I fisici sottolineano che la tecnologia al terahertz è di grande interesse sia per quanto riguarda i futuri acceleratori lineari, per l’uso che se ne può fare per studi di fisica delle particelle, sia come mezzo per costruire laser ai raggi X compatti e fonti di elettroni per ricerche nel campo dei materiali e per applicazioni mediche. «I rapidi progressi a cui stiamo assistendo consentiranno il futuro lo sviluppo di acceleratori al terahertz», spiega Emilio Nanni del MIT, primo autore dello studio. Nei prossimi anni, il team CFEL di Amburgo prevede di riuscire a costruire in laboratorio un laser compatto a elettroni liberi che emette nei raggi X (X-ray Free Electron Laser, XFEL), utilizzando la tecnologia al terahertz.

L'impianto del laser a raggi X europeo XFEL. In basso a destra la città di Amburgo e in alto a sinistra Schenefeld. Crediti: XFEL europeo

L’impianto del laser a raggi X europeo XFEL. In basso a destra la città di Amburgo e in alto a sinistra Schenefeld. Crediti: XFEL europeo

I cosiddetti laser ad elettroni liberi (Free Electron Laser, FEL) generano lampi di luce laser inviando elettroni ad alta velocità da un acceleratore di particelle lungo un percorso ondulato. Gli elettroni quindi emettono luce ogni volta che vengono deviati. Questo è lo stesso principio che verrà sfruttato dal laser a raggi X europeo XFEL, attualmente in fase di costruzione da un consorzio internazionale, e che partirà dal campus DESY di Amburgo per arrivare fino alla città di Schenefeld. L’intera struttura sarà lunga più di tre chilometri.

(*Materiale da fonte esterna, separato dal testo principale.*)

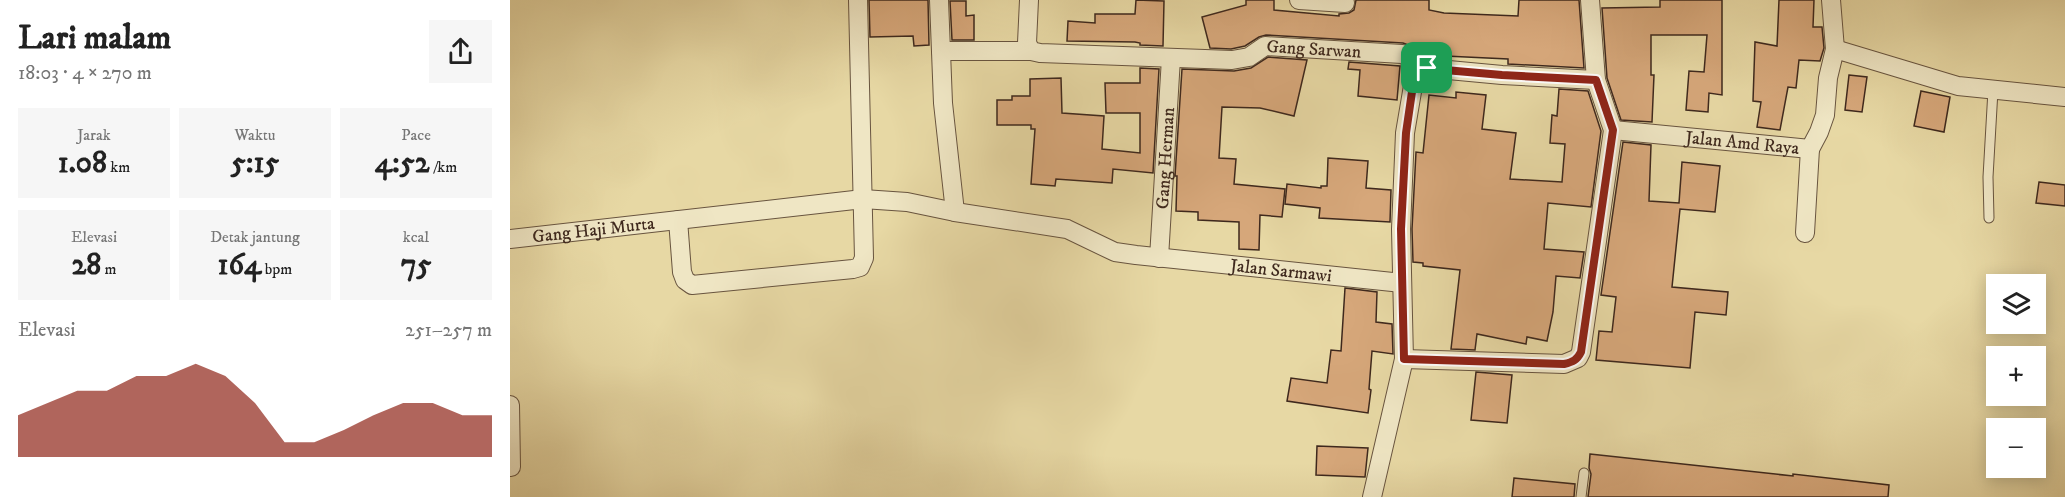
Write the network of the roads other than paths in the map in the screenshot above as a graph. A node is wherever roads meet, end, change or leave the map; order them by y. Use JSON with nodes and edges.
{"nodes":[{"id":1,"x":858,"y":0,"type":"edge"},
{"id":2,"x":939,"y":0,"type":"edge"},
{"id":3,"x":1029,"y":0,"type":"edge"},
{"id":4,"x":1299,"y":0,"type":"edge"},
{"id":5,"x":1590,"y":0,"type":"edge"},
{"id":6,"x":1831,"y":0,"type":"edge"},
{"id":7,"x":1345,"y":3,"type":"dead end"},
{"id":8,"x":1835,"y":49,"type":"junction"},
{"id":9,"x":941,"y":51,"type":"junction"},
{"id":10,"x":1031,"y":51,"type":"junction"},
{"id":11,"x":1171,"y":58,"type":"junction"},
{"id":12,"x":1422,"y":68,"type":"junction"},
{"id":13,"x":1596,"y":80,"type":"junction"},
{"id":14,"x":1993,"y":90,"type":"junction"},
{"id":15,"x":2065,"y":97,"type":"edge"},
{"id":16,"x":1613,"y":130,"type":"junction"},
{"id":17,"x":1810,"y":149,"type":"junction"},
{"id":18,"x":863,"y":199,"type":"junction"},
{"id":19,"x":955,"y":212,"type":"junction"},
{"id":20,"x":1989,"y":218,"type":"dead end"},
{"id":21,"x":678,"y":220,"type":"junction"},
{"id":22,"x":1805,"y":233,"type":"dead end"},
{"id":23,"x":510,"y":238,"type":"edge"},
{"id":24,"x":1159,"y":258,"type":"junction"},
{"id":25,"x":1402,"y":283,"type":"junction"},
{"id":26,"x":1404,"y":359,"type":"junction"},
{"id":27,"x":510,"y":405,"type":"edge"},
{"id":28,"x":511,"y":467,"type":"edge"},
{"id":29,"x":1584,"y":473,"type":"dead end"},
{"id":30,"x":1372,"y":497,"type":"edge"},
{"id":31,"x":1581,"y":497,"type":"edge"}],
"edges":[{"from":1,"to":18,"type":"street"},
{"from":2,"to":9,"type":"street"},
{"from":3,"to":10,"type":"street"},
{"from":4,"to":7,"type":"street"},
{"from":5,"to":13,"type":"street"},
{"from":6,"to":8,"type":"street","name":"Jalan Amd Raya"},
{"from":8,"to":14,"type":"street"},
{"from":8,"to":17,"type":"street","name":"Jalan Amd Raya"},
{"from":9,"to":10,"type":"street","name":"Gang Sarwan"},
{"from":9,"to":19,"type":"street"},
{"from":10,"to":11,"type":"street","name":"Gang Sarwan"},
{"from":11,"to":12,"type":"street","name":"Gang Sarwan"},
{"from":11,"to":24,"type":"street","name":"Gang Herman"},
{"from":12,"to":13,"type":"street"},
{"from":12,"to":25,"type":"street"},
{"from":13,"to":16,"type":"street"},
{"from":14,"to":15,"type":"street"},
{"from":14,"to":20,"type":"lane"},
{"from":16,"to":17,"type":"street","name":"Jalan Amd Raya"},
{"from":16,"to":26,"type":"street"},
{"from":17,"to":22,"type":"street"},
{"from":18,"to":19,"type":"street","name":"Gang Haji Murta"},
{"from":18,"to":21,"type":"street","name":"Gang Haji Murta"},
{"from":18,"to":21,"type":"street"},
{"from":19,"to":24,"type":"street","name":"Jalan Sarmawi"},
{"from":21,"to":23,"type":"street","name":"Gang Haji Murta"},
{"from":24,"to":25,"type":"street","name":"Jalan Sarmawi"},
{"from":25,"to":26,"type":"street"},
{"from":26,"to":30,"type":"street"},
{"from":27,"to":28,"type":"street"},
{"from":29,"to":31,"type":"lane"}]}
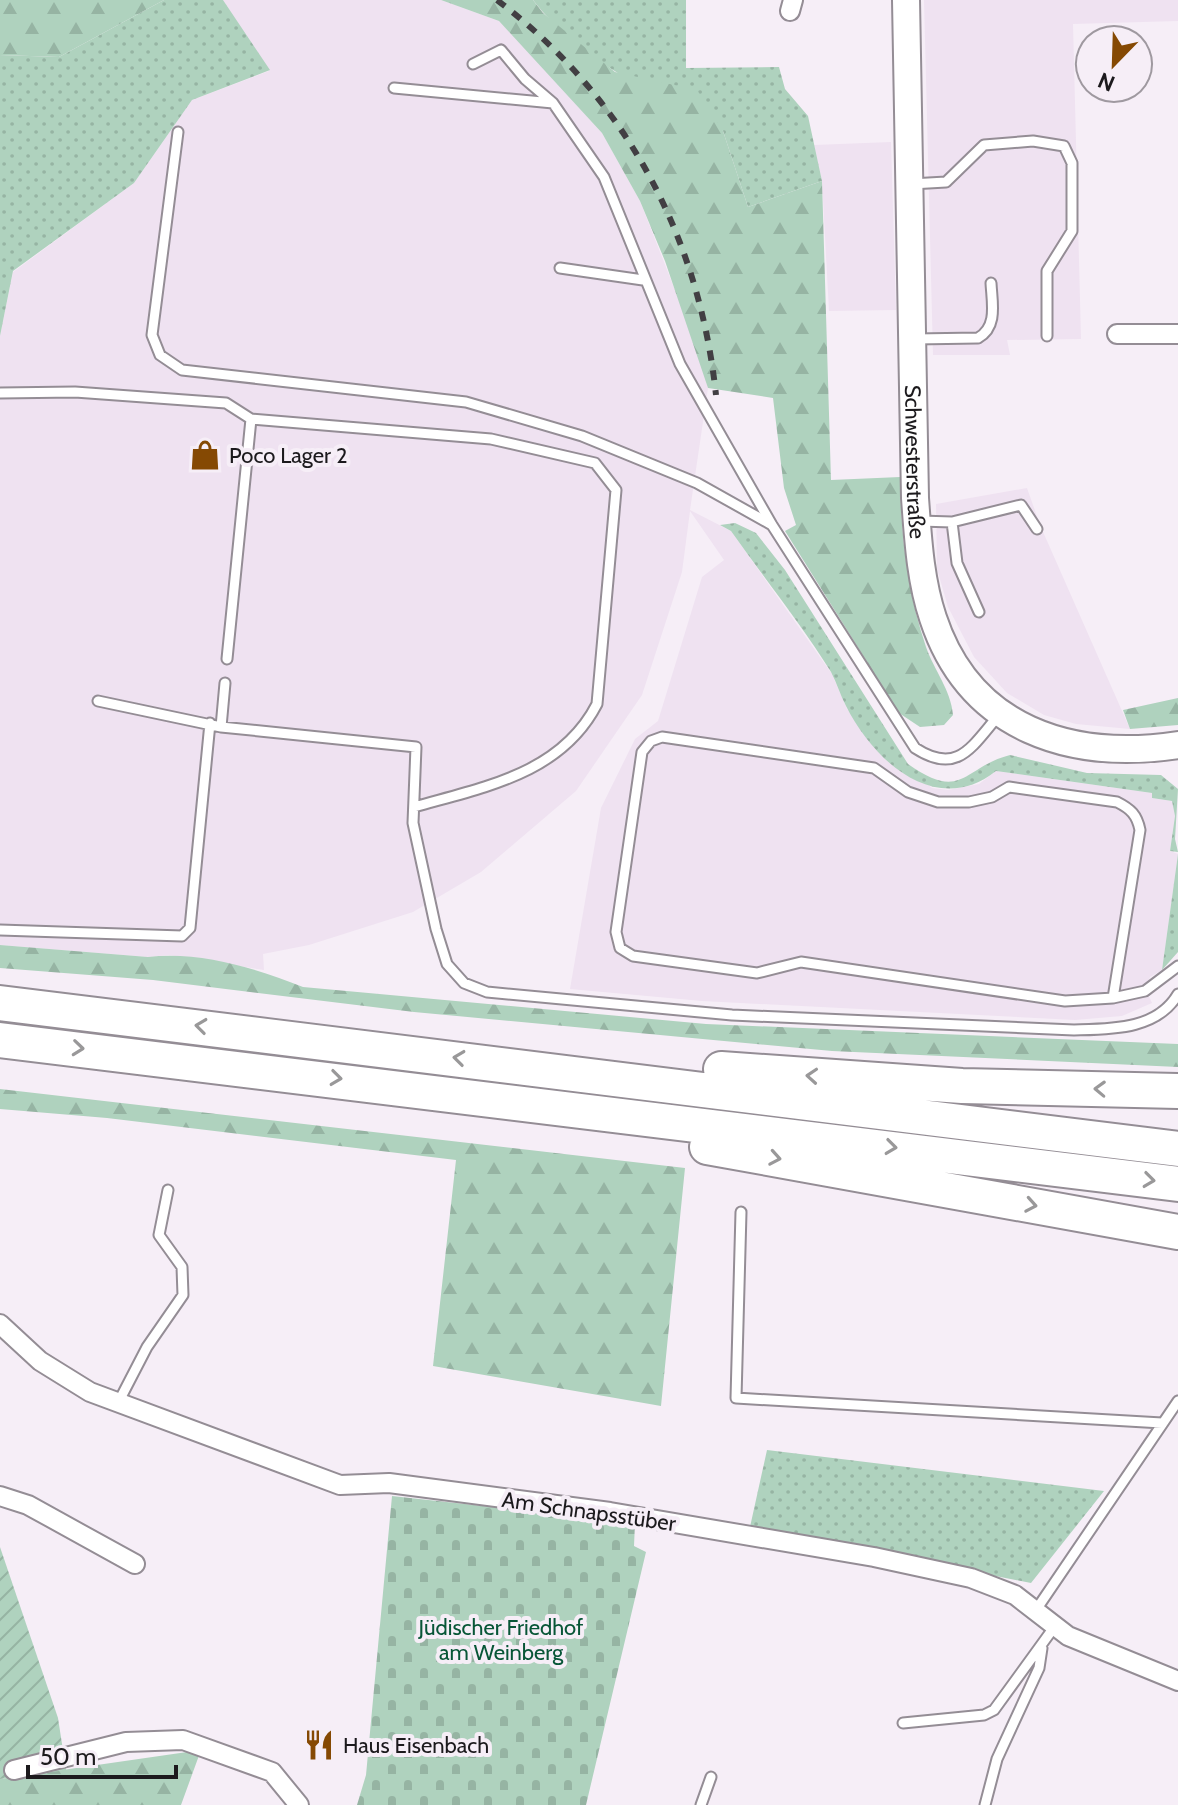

Un apparato sperimentale di tipo XFEL che faccia uso della tecnologia al terahertz dovrebbe avere una lunghezza totale inferiore ad un metro. «Ci aspettiamo che questo tipo di dispositivo garantisca la produzione di impulsi di raggi X molto brevi, con durata inferiore ad un femtosecondo (un milionesimo di miliardesimo di secondo)», dice Kärtner. Poiché gli impulsi sono così brevi, sono in grado di raggiungere picchi di luminosità paragonabili a quelli prodotti da strutture più grandi. «Con questi impulsi estremamente brevi speriamo di acquisire nuove informazioni su una serie di processi chimici estremamente rapidi, come ad esempio quelli che avvengono durante la fotosintesi».

Avere una comprensione dettagliata della fotosintesi potrebbe permetterci di replicare artificialmente questo processo e di sviluppare tecnologie sempre più efficienti per la conversione dell’energia solare. I ricercatori sono inoltre interessati a numerose altre reazioni chimiche. Come sottolinea Kärtner, «la fotosintesi è solo un esempio dei tanti possibili processi che vorremmo indagare in maggiore dettaglio». La tecnologia sviluppata per costruire questi laboratori estremi potrebbe ad esempio fornire supporto prezioso per una serie di tecniche di imaging a scopo medico.